Learning Energy Conserving Dynamics Efficiently with Hamiltonian
Gaussian Processes
- URL: http://arxiv.org/abs/2303.01925v1
- Date: Fri, 3 Mar 2023 13:51:04 GMT
- Title: Learning Energy Conserving Dynamics Efficiently with Hamiltonian
Gaussian Processes
- Authors: Magnus Ross, Markus Heinonen
- Abstract summary: We present a process model for Hamiltonian systems with efficient decoupled parameterisation.
We introduce an energy-conserving shooting method that allows robust inference from both short and long trajectories.
We demonstrate the method's success in learning Hamiltonian systems in various data settings.
- Score: 9.581740983484472
- License: http://arxiv.org/licenses/nonexclusive-distrib/1.0/
- Abstract: Hamiltonian mechanics is one of the cornerstones of natural sciences.
Recently there has been significant interest in learning Hamiltonian systems in
a free-form way directly from trajectory data.

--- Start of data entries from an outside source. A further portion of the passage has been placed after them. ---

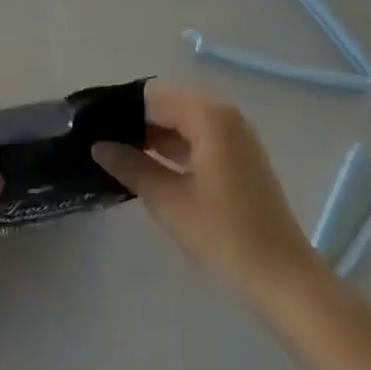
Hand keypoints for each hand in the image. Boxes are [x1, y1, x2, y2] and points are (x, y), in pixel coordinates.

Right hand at [94, 81, 324, 302]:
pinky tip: (146, 163)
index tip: (90, 124)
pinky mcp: (239, 153)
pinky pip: (198, 134)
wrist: (280, 273)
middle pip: (168, 103)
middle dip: (135, 119)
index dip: (120, 108)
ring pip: (183, 119)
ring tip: (114, 151)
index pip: (153, 96)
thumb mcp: (168, 200)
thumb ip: (131, 166)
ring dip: (153, 132)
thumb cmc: (222, 233)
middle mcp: (224, 113)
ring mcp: (235, 133)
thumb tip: (99, 146)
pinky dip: (173, 144)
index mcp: (208, 116)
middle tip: (98, 139)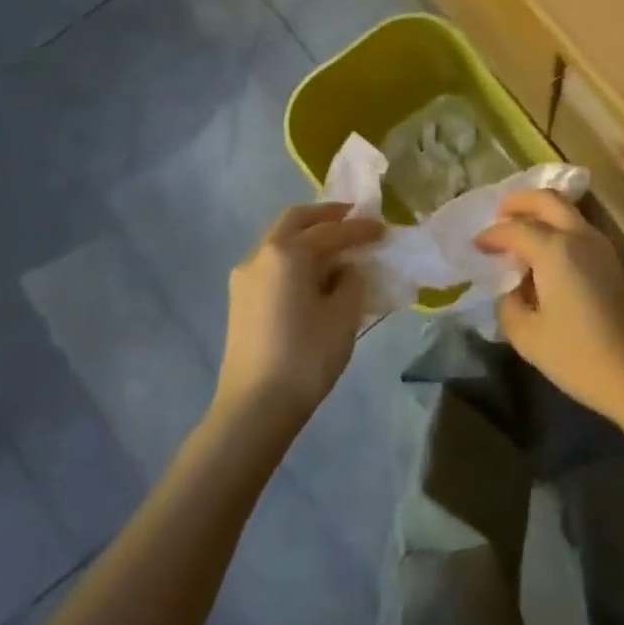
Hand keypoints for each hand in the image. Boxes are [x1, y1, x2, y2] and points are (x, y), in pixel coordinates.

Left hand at [217, 203, 386, 425]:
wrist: (254, 408)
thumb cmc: (306, 356)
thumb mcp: (343, 315)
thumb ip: (351, 281)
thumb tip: (347, 270)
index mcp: (288, 253)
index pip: (331, 230)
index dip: (360, 228)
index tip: (383, 228)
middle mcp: (261, 255)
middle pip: (295, 221)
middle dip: (326, 216)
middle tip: (353, 218)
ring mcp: (245, 278)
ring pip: (280, 241)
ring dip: (308, 236)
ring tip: (337, 248)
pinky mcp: (240, 300)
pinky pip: (272, 263)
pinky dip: (295, 257)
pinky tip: (314, 275)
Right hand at [474, 190, 623, 425]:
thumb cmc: (581, 356)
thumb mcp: (528, 337)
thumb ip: (509, 306)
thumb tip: (512, 290)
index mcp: (555, 249)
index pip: (515, 229)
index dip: (491, 235)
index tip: (474, 246)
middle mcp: (580, 236)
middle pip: (548, 199)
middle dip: (520, 201)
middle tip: (499, 214)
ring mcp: (602, 247)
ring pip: (568, 211)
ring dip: (542, 213)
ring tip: (520, 233)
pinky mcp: (614, 262)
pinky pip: (579, 229)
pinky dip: (558, 228)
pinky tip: (545, 255)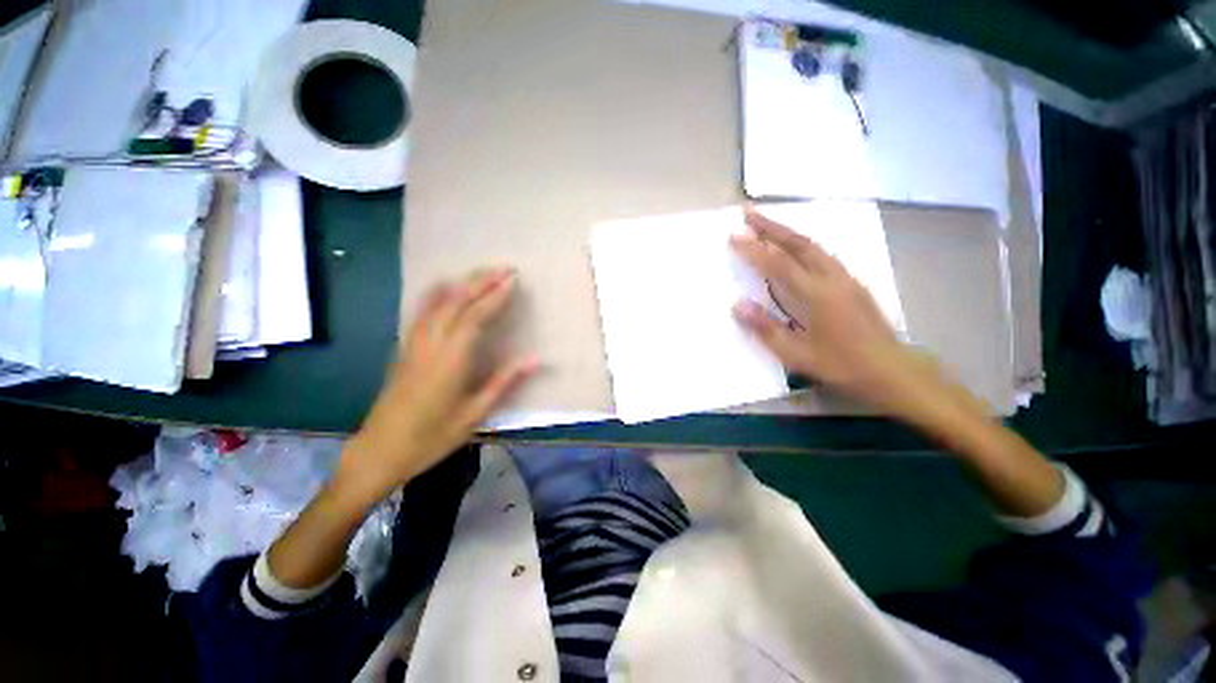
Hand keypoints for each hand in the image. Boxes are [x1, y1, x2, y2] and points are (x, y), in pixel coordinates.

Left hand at [334, 268, 538, 506]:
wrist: (379, 452)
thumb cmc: (432, 437)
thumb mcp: (475, 414)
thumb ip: (504, 382)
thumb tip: (535, 359)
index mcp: (450, 361)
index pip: (475, 318)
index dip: (495, 297)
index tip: (513, 281)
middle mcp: (430, 345)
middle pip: (456, 302)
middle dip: (481, 282)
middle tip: (504, 268)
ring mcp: (413, 344)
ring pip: (437, 303)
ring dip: (461, 284)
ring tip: (482, 273)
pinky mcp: (404, 349)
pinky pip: (421, 312)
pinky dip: (437, 294)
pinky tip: (444, 288)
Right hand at [729, 208, 935, 416]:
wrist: (891, 369)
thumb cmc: (841, 365)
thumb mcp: (797, 354)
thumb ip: (765, 328)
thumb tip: (737, 304)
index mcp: (817, 295)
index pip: (779, 264)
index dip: (754, 249)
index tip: (734, 236)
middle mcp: (832, 277)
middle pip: (799, 243)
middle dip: (771, 226)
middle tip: (748, 214)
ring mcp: (845, 277)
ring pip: (813, 245)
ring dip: (787, 232)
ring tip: (765, 225)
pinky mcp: (851, 282)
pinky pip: (822, 253)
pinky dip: (802, 243)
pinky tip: (793, 247)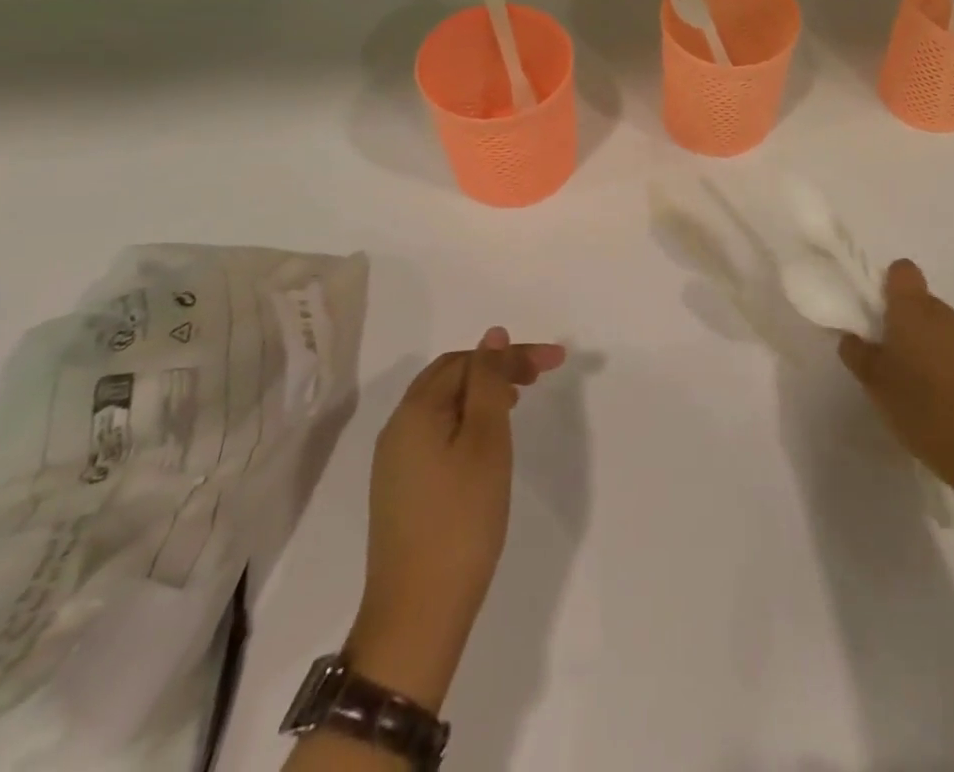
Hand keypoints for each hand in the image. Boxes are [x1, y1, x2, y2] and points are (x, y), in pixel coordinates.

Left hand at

Previous methods have tackled
the problem of learning from many short, low-noise trajectories, but learning
from a small number of long, noisy trajectories, whilst accounting for model
uncertainty has not been addressed. In this work, we present a Gaussian process
model for Hamiltonian systems with efficient decoupled parameterisation, and
introduce an energy-conserving shooting method that allows robust inference
from both short and long trajectories. We demonstrate the method's success in
learning Hamiltonian systems in various data settings.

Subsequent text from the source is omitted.